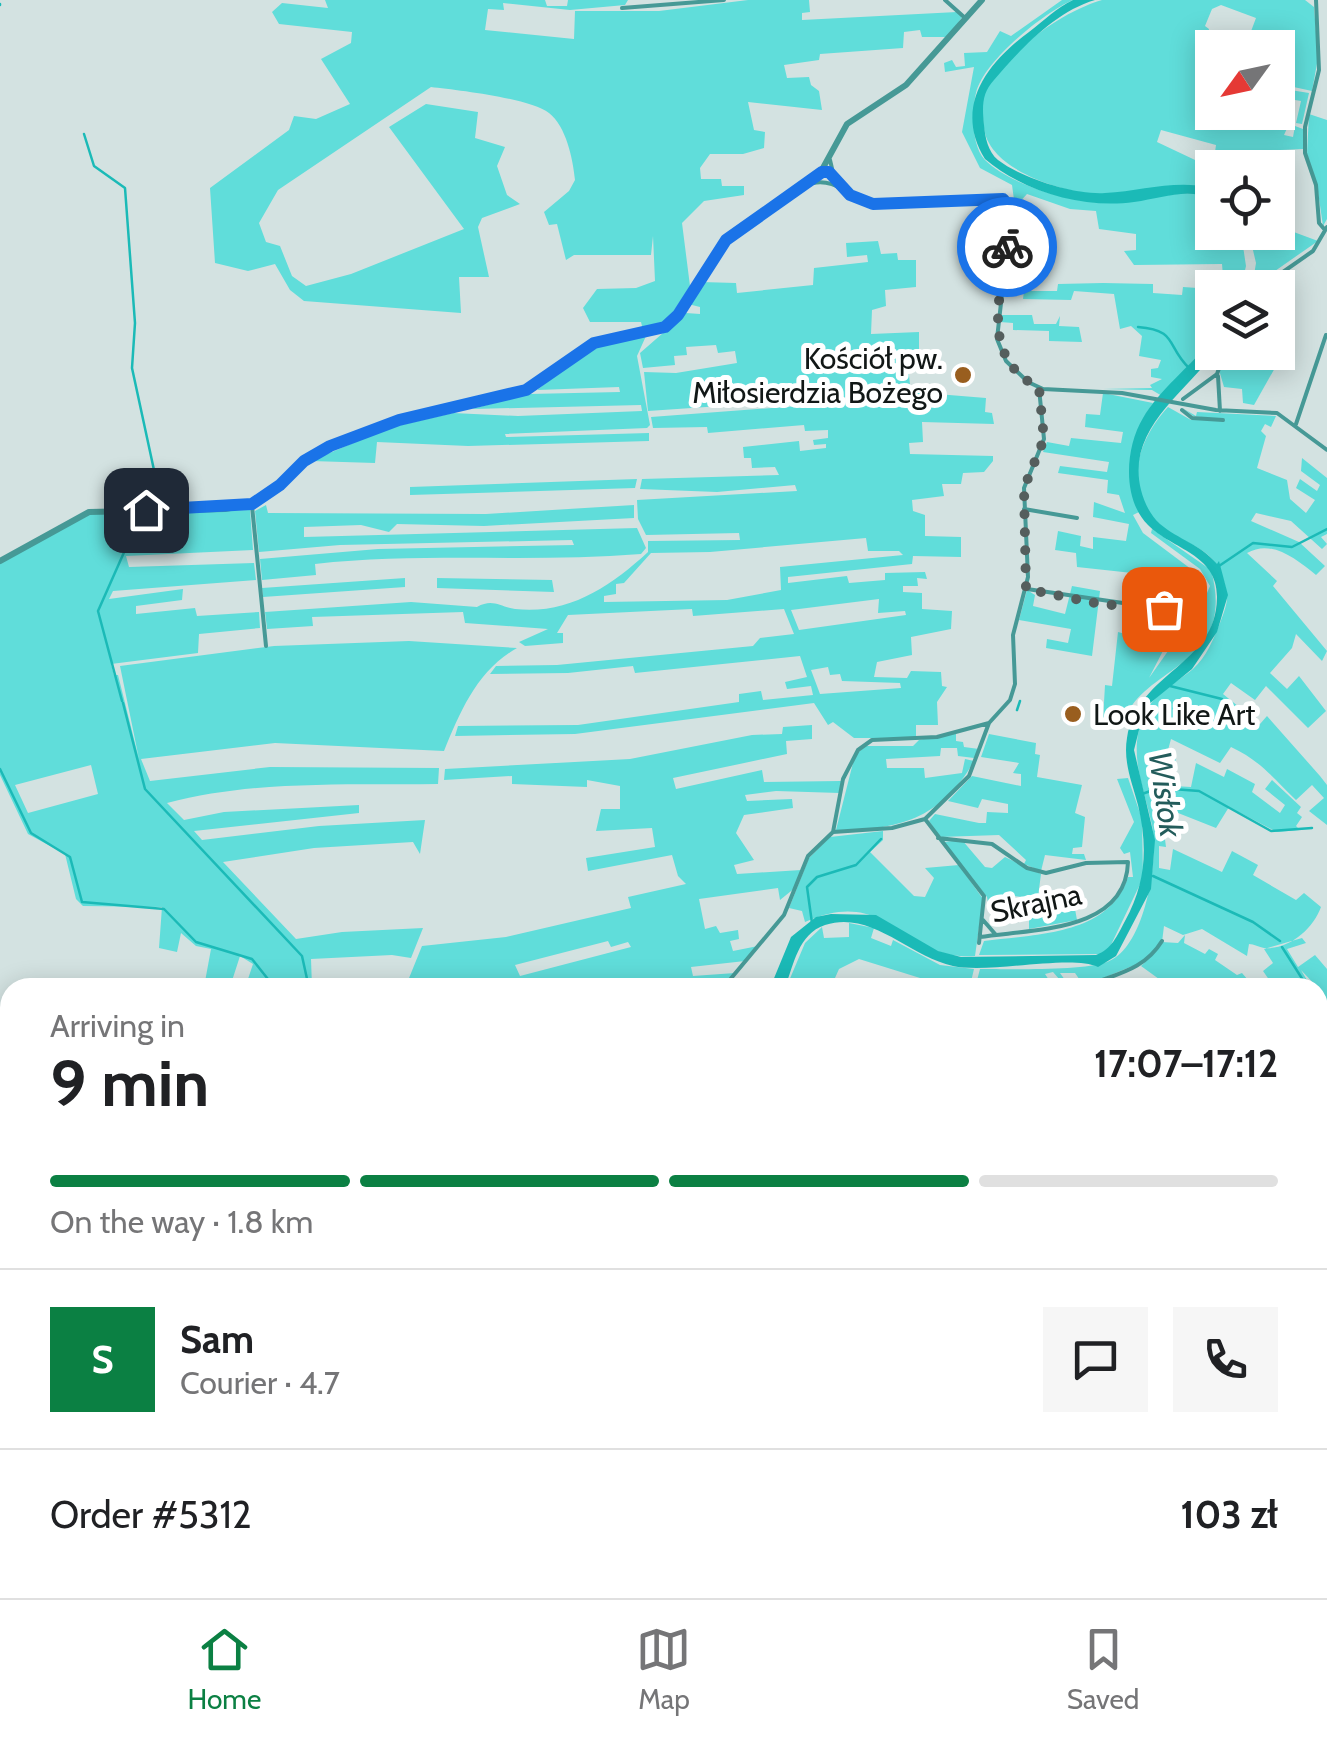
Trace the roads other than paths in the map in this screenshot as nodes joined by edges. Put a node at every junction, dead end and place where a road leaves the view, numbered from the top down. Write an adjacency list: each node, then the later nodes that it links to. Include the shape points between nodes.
1 (724, 0): 5 (street)
2 (945, 0): 6 (street)
3 (982, 0): 6 (street)
4 (1316, 0): 11 (street, via 1320,70 1305,153 1319,223)
5 (622, 8)
6 (967, 19): 7 (street, via 906,85 847,124)
7 (830, 156): 8 (street); 9 (street)
8 (822, 172): 9 (street); 10 (street)
9 (833, 179): 10 (street); 16 (street, via 873,204 1006,201 1011,221 997,339 1006,361)
10 (808, 184): 23 (street, via 726,240 665,327 594,343 526,390 399,420 330,446)
11 (1326, 229): 12 (street, via 1313,251)
12 (1286, 270)
13 (1326, 334): 21 (street)
14 (1219, 370): 15 (street)
15 (1217, 374): 17 (street); 19 (street)
16 (1039, 388): 19 (street); 24 (street, via 1044,439 1026,481)
17 (1183, 399)
18 (1182, 410): 20 (street, via 1192,418)
19 (1220, 410): 21 (street, via 1276,413)
20 (1224, 420)
21 (1295, 425): 22 (street)
22 (1327, 450)
23 (252, 504): 26 (street, via 89,512); 29 (street)
24 (1024, 509): 25 (street); 27 (street)
25 (1077, 518)
26 (0, 561)
27 (1026, 589): 28 (street); 30 (street, via 1013,635 1014,684)
28 (1189, 617)
29 (266, 646)
30 (989, 723): 31 (street, via 969,776); 32 (street, via 936,737 872,740 858,750 843,779)
31 (925, 819): 32 (street); 33 (street)
32 (833, 832): 37 (street, via 808,856 787,911)
33 (938, 838): 34 (street, via 984,896); 35 (street, Skrajna, via 992,844 1046,873 1128,862 1125,884 1096,916)
34 (983, 920): 35 (street); 35 (street, Skrajna, via 980,940)
35 (996, 935)
36 (1162, 941): 38 (street, via 1146,962)
37 (731, 978)
38 (1107, 978)

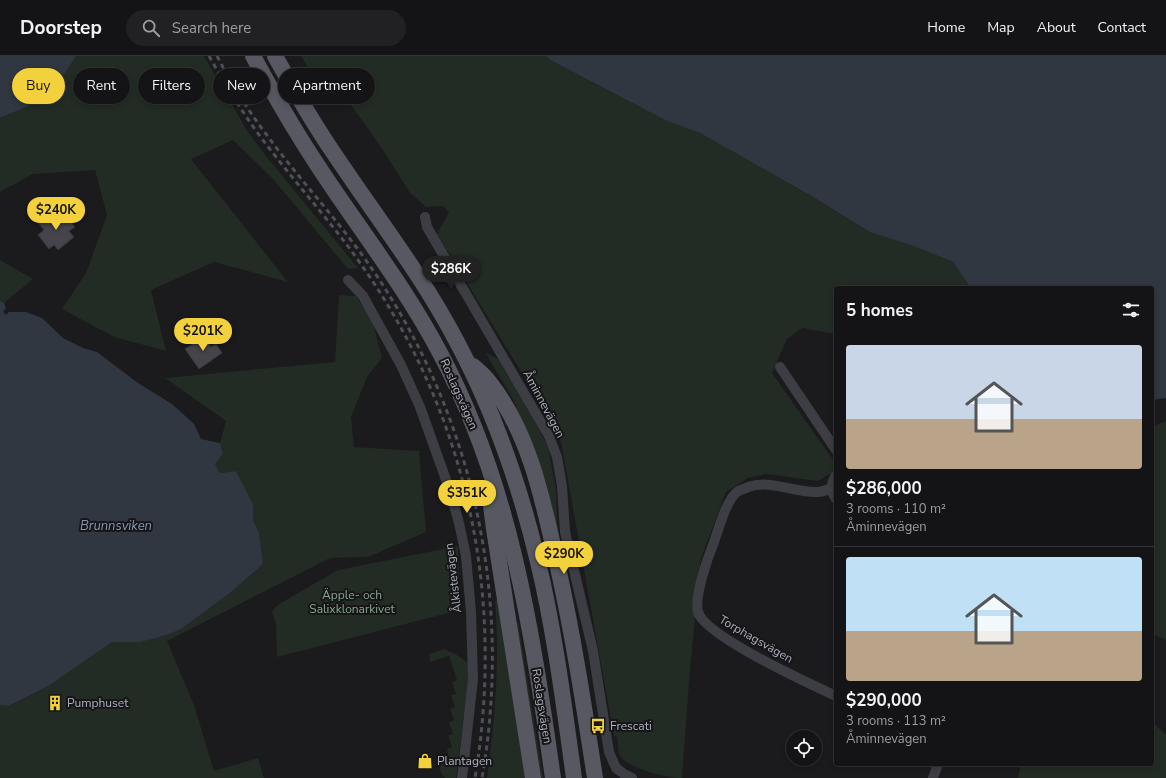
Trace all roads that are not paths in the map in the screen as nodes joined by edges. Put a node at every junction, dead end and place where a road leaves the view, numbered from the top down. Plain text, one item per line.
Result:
1 (253, 56) edge
2 (275, 56) edge
3 (425, 217) dead end
4 (348, 280) dead end
5 (465, 358) junction
6 (780, 367) dead end
7 (834, 447) edge
8 (485, 455) junction
9 (834, 478) edge
10 (831, 488) junction
11 (834, 495) edge
12 (834, 695) edge
13 (937, 766) edge
14 (462, 778) edge
15 (533, 778) edge
16 (553, 778) edge
17 (574, 778) edge
18 (595, 778) edge
19 (632, 778) edge
20 (933, 778) edge

1 - 8 main road, Roslagsvägen
2 - 5 main road, Roslagsvägen
3 - 19 street, Åminnevägen
4 - 14 street, Ålkistevägen
5 - 17 main road, Roslagsvägen
5 - 18 main road
6 - 7 street
8 - 15 main road
8 - 16 main road, Roslagsvägen
9 - 10 street
10 - 11 street
10 - 12 street, Torphagsvägen
13 - 20 street

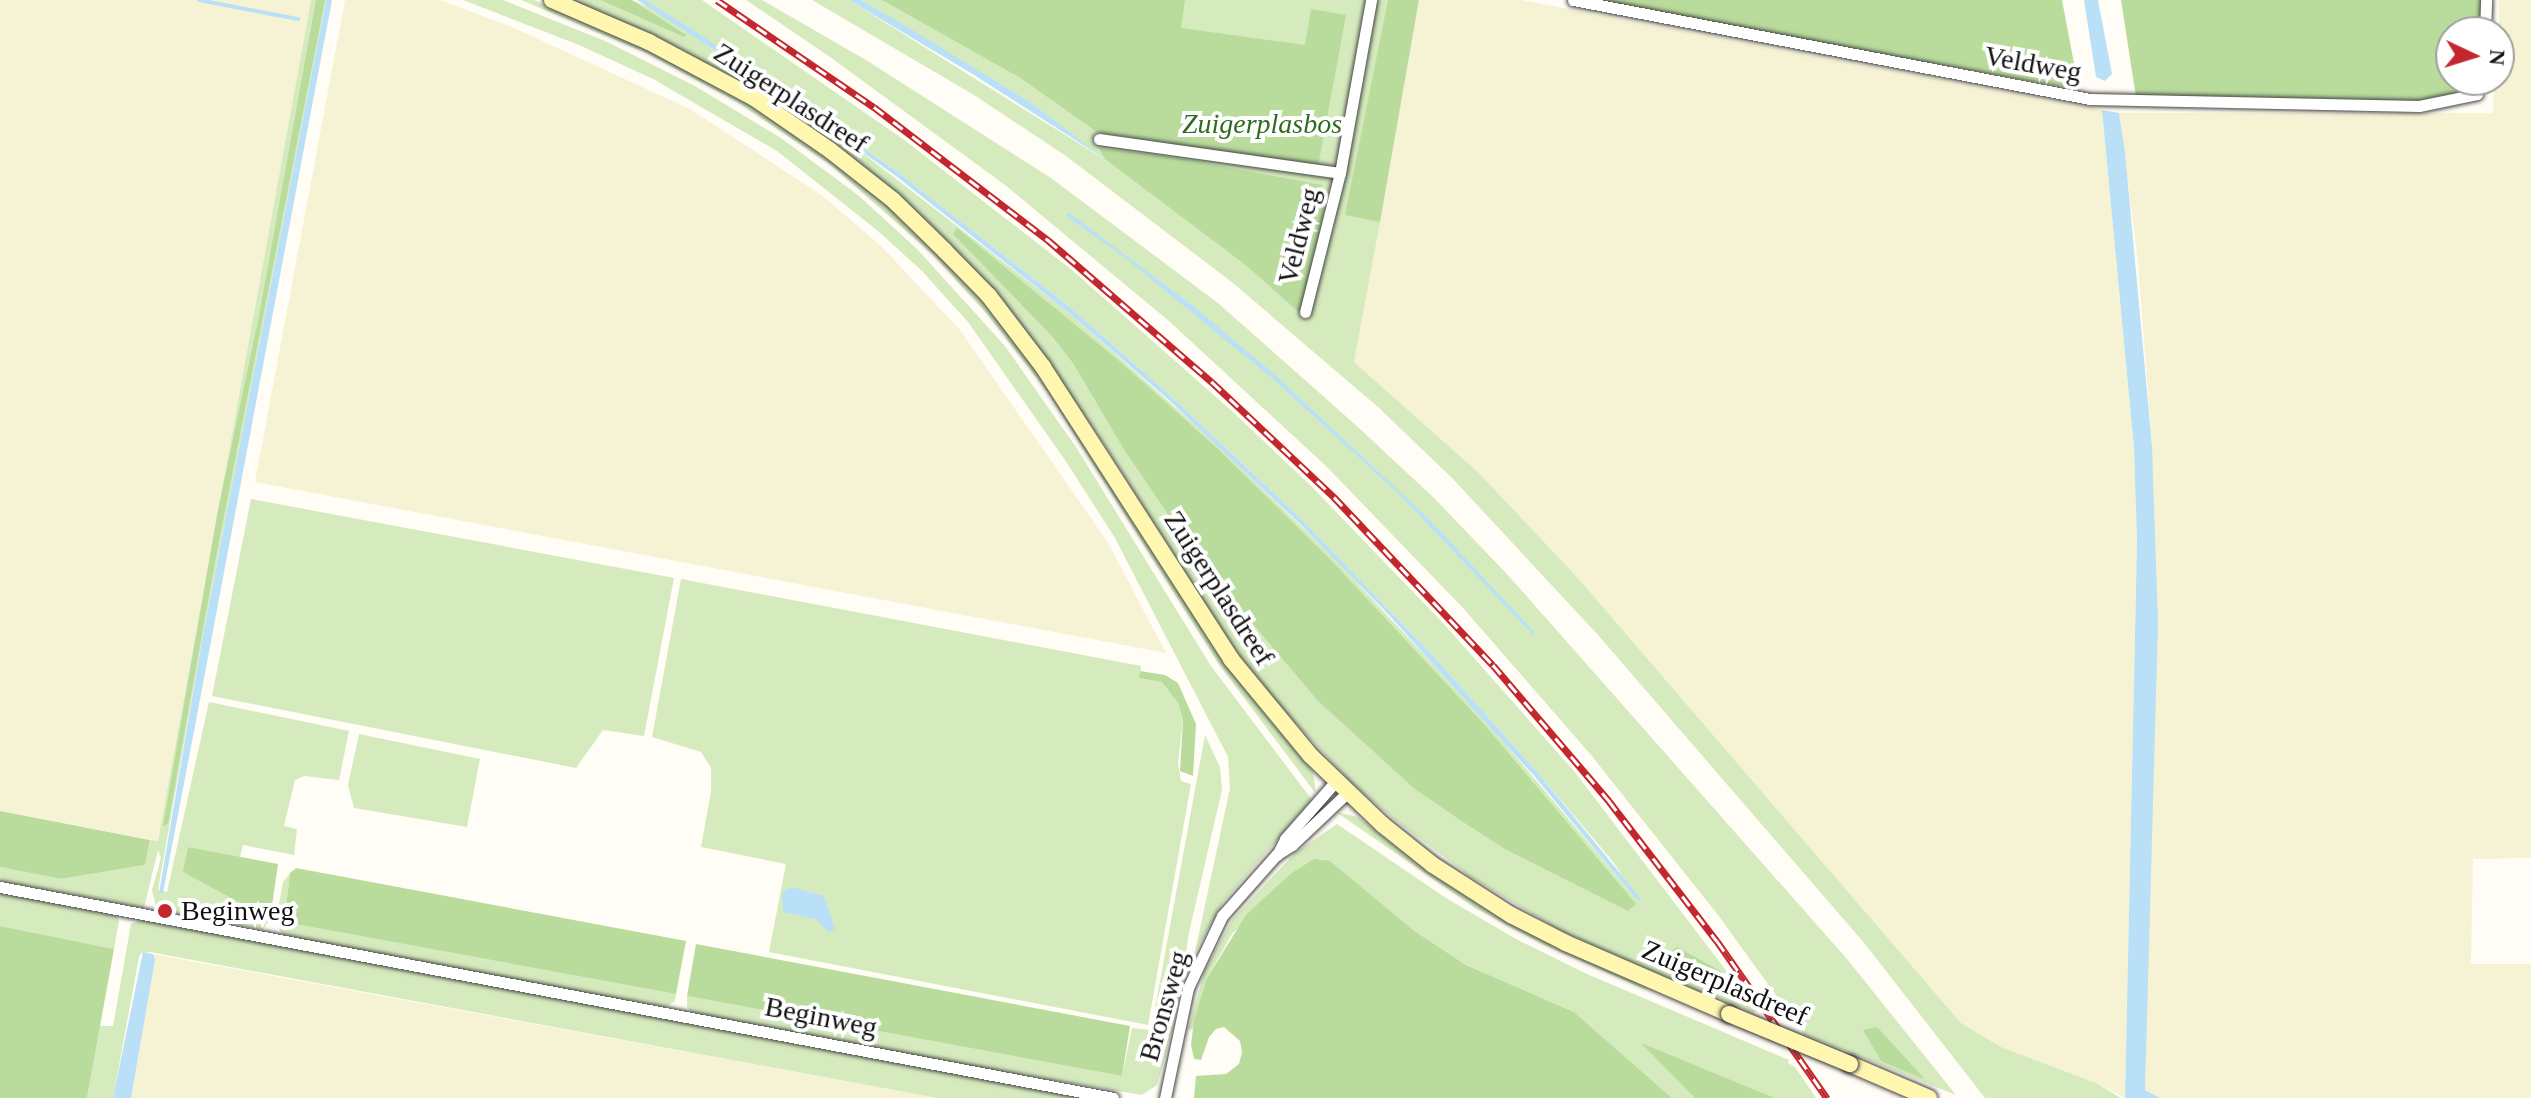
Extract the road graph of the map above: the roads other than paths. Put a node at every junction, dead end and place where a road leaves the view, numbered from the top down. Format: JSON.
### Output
{"nodes":[{"id":1,"x":552,"y":0,"type":"edge"},
{"id":2,"x":1371,"y":0,"type":"edge"},
{"id":3,"x":1573,"y":0,"type":"edge"},
{"id":4,"x":2467,"y":96,"type":"edge"},
{"id":5,"x":1099,"y":139,"type":"dead end"},
{"id":6,"x":1340,"y":173,"type":"junction"},
{"id":7,"x":1305,"y":312,"type":"dead end"},
{"id":8,"x":1342,"y":787,"type":"junction"},
{"id":9,"x":0,"y":887,"type":"edge"},
{"id":10,"x":1113,"y":1098,"type":"edge"},
{"id":11,"x":1165,"y":1098,"type":"edge"},
{"id":12,"x":1929,"y":1098,"type":"edge"}],
"edges":[{"from":1,"to":8,"type":"main road","name":"Zuigerplasdreef"},
{"from":2,"to":6,"type":"street","name":"Veldweg"},
{"from":3,"to":4,"type":"street","name":"Veldweg"},
{"from":5,"to":6,"type":"street","name":"Veldweg"},
{"from":6,"to":7,"type":"street","name":"Veldweg"},
{"from":8,"to":11,"type":"street","name":"Bronsweg"},
{"from":8,"to":12,"type":"main road","name":"Zuigerplasdreef","bridge":true},
{"from":9,"to":10,"type":"street","name":"Beginweg"}]}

— PROBLEM —
Your answer must be the records above, word for word, with every picture left out.

— WRITTEN SOLUTION —
Trace the roads other than paths in the map in this screenshot as nodes joined by edges. Put a node at every junction, dead end and place where a road leaves the view, numbered from the top down. Write an adjacency list: each node, then the later nodes that it links to. Include the shape points between nodes.
1 (724, 0): 5 (street)
2 (945, 0): 6 (street)
3 (982, 0): 6 (street)
4 (1316, 0): 11 (street, via 1320,70 1305,153 1319,223)
5 (622, 8)
6 (967, 19): 7 (street, via 906,85 847,124)
7 (830, 156): 8 (street); 9 (street)
8 (822, 172): 9 (street); 10 (street)
9 (833, 179): 10 (street); 16 (street, via 873,204 1006,201 1011,221 997,339 1006,361)
10 (808, 184): 23 (street, via 726,240 665,327 594,343 526,390 399,420 330,446)
11 (1326, 229): 12 (street, via 1313,251)
12 (1286, 270)
13 (1326, 334): 21 (street)
14 (1219, 370): 15 (street)
15 (1217, 374): 17 (street); 19 (street)
16 (1039, 388): 19 (street); 24 (street, via 1044,439 1026,481)
17 (1183, 399)
18 (1182, 410): 20 (street, via 1192,418)
19 (1220, 410): 21 (street, via 1276,413)
20 (1224, 420)
21 (1295, 425): 22 (street)
22 (1327, 450)
23 (252, 504): 26 (street, via 89,512); 29 (street)
24 (1024, 509): 25 (street); 27 (street)
25 (1077, 518)
26 (0, 561)
27 (1026, 589): 28 (street); 30 (street, via 1013,635 1014,684)
28 (1189, 617)
29 (266, 646)
30 (989, 723): 31 (street, via 969,776); 32 (street, via 936,737 872,740 858,750 843,779)
31 (925, 819): 32 (street); 33 (street)
32 (833, 832): 37 (street, via 808,856 787,911)
33 (938, 838): 34 (street, via 984,896); 35 (street, Skrajna, via 992,844 1046,873 1128,862 1125,884 1096,916)
34 (983, 920): 35 (street); 35 (street, Skrajna, via 980,940)
35 (996, 935)
36 (1162, 941): 38 (street, via 1146,962)
37 (731, 978)
38 (1107, 978)

Trace all roads that are not paths in the map in the screen as nodes joined by edges. Put a node at every junction, dead end and place where a road leaves the view, numbered from the top down. Plain text, one item per line.
Result:
1 (253, 56) edge
2 (275, 56) edge
3 (425, 217) dead end
4 (348, 280) dead end
5 (465, 358) junction
6 (780, 367) dead end
7 (834, 447) edge
8 (485, 455) junction
9 (834, 478) edge
10 (831, 488) junction
11 (834, 495) edge
12 (834, 695) edge
13 (937, 766) edge
14 (462, 778) edge
15 (533, 778) edge
16 (553, 778) edge
17 (574, 778) edge
18 (595, 778) edge
19 (632, 778) edge
20 (933, 778) edge

1 - 8 main road, Roslagsvägen
2 - 5 main road, Roslagsvägen
3 - 19 street, Åminnevägen
4 - 14 street, Ålkistevägen
5 - 17 main road, Roslagsvägen
5 - 18 main road
6 - 7 street
8 - 15 main road
8 - 16 main road, Roslagsvägen
9 - 10 street
10 - 11 street
10 - 12 street, Torphagsvägen
13 - 20 street

Extract the road graph of the map above: the roads other than paths. Put a node at every junction, dead end and place where a road leaves the view, numbered from the top down. Format: JSON.
### Output
{"nodes":[{"id":1,"x":552,"y":0,"type":"edge"},
{"id":2,"x":1371,"y":0,"type":"edge"},
{"id":3,"x":1573,"y":0,"type":"edge"},
{"id":4,"x":2467,"y":96,"type":"edge"},
{"id":5,"x":1099,"y":139,"type":"dead end"},
{"id":6,"x":1340,"y":173,"type":"junction"},
{"id":7,"x":1305,"y":312,"type":"dead end"},
{"id":8,"x":1342,"y":787,"type":"junction"},
{"id":9,"x":0,"y":887,"type":"edge"},
{"id":10,"x":1113,"y":1098,"type":"edge"},
{"id":11,"x":1165,"y":1098,"type":"edge"},
{"id":12,"x":1929,"y":1098,"type":"edge"}],
"edges":[{"from":1,"to":8,"type":"main road","name":"Zuigerplasdreef"},
{"from":2,"to":6,"type":"street","name":"Veldweg"},
{"from":3,"to":4,"type":"street","name":"Veldweg"},
{"from":5,"to":6,"type":"street","name":"Veldweg"},
{"from":6,"to":7,"type":"street","name":"Veldweg"},
{"from":8,"to":11,"type":"street","name":"Bronsweg"},
{"from":8,"to":12,"type":"main road","name":"Zuigerplasdreef","bridge":true},
{"from":9,"to":10,"type":"street","name":"Beginweg"}]}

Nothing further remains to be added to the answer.